Ich drehte und wendete es, weil ich nicht glauben mochte, daß es leer war.
    »Das Fenster«, sagte der Oheim. »Das
Verfahren der Perspektive anzuwenden gleicht dem Blick aus einem Fenster. Was
ist das für ein Papier?«
    »Nichts, Oheim Efendi«, gab ich
zurück, roch dann aber noch lange daran.
    Nach dem Mittagessen ließ ich mich
entschuldigen und suchte den Abtritt im Hof auf, weil ich das Nachtgeschirr des
Oheims nicht benutzen wollte. Es war eiskalt dort. Ich erledigte mein Geschäft
so schnell wie möglich, um mir nicht das Hinterteil zu erkälten, und kam
heraus, da tat Şevket, als wolle er mir den Weg abschneiden, doch auf eine
lautlose, verschlagene Art. Er hielt das volle, noch dampfende Nachtgeschirr
seines Großvaters in der Hand, betrat hinter mir den Abort und leerte es aus.
Wieder im Freien und das leere Nachtgeschirr in der Hand, blies er seine
rundlichen Backen auf und richtete seine schönen Augen geradewegs auf mich.
    »Hast du schon mal eine tote Katze
gesehen?« fragte er. Seine Nase glich der seiner Mutter. Beobachtete sie uns?

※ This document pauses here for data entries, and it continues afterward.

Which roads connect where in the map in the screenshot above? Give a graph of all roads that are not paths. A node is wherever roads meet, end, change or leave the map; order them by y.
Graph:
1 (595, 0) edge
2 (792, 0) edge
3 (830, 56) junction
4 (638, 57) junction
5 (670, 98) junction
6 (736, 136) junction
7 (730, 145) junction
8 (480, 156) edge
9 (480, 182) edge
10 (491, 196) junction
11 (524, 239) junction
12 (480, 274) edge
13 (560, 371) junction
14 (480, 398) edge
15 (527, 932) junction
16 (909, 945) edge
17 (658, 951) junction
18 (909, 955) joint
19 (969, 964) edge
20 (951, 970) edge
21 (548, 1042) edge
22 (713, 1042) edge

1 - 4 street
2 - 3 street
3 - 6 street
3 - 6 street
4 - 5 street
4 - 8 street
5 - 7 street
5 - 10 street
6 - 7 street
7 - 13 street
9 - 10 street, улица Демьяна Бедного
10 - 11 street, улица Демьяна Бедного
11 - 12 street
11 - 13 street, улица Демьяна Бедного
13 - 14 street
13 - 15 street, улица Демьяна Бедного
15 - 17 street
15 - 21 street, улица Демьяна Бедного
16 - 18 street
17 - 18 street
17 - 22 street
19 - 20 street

Ich schaute hoch zu dem verzauberten Fenster im oberen Stockwerk, wo ich Şeküre
nach Jahren zum erstenmal wiedergesehen hatte, doch der Laden war geschlossen.
    »Nein.«
    »Soll ich dir die tote Katze im Haus
des gehenkten Juden zeigen?«
    Ohne auf meine Antwort zu warten,
war er schon draußen und ging die Straße entlang. Ich folgte ihm. Nach vierzig,
fünfzig Schritten auf dem schmuddeligen, vereisten Weg betraten wir einen verwilderten
Garten. Ringsumher roch es nach fauligen, nassen Blättern und ein wenig auch
nach Schimmel. Weiter vorn lag ein gelbes Haus gleichsam verborgen hinter
traurigen Feigen- und Mandelbäumen, und der Junge trat mit festem, sicherem
Schritt, wie einer, der sich hier gut auskannte, durch die Tür.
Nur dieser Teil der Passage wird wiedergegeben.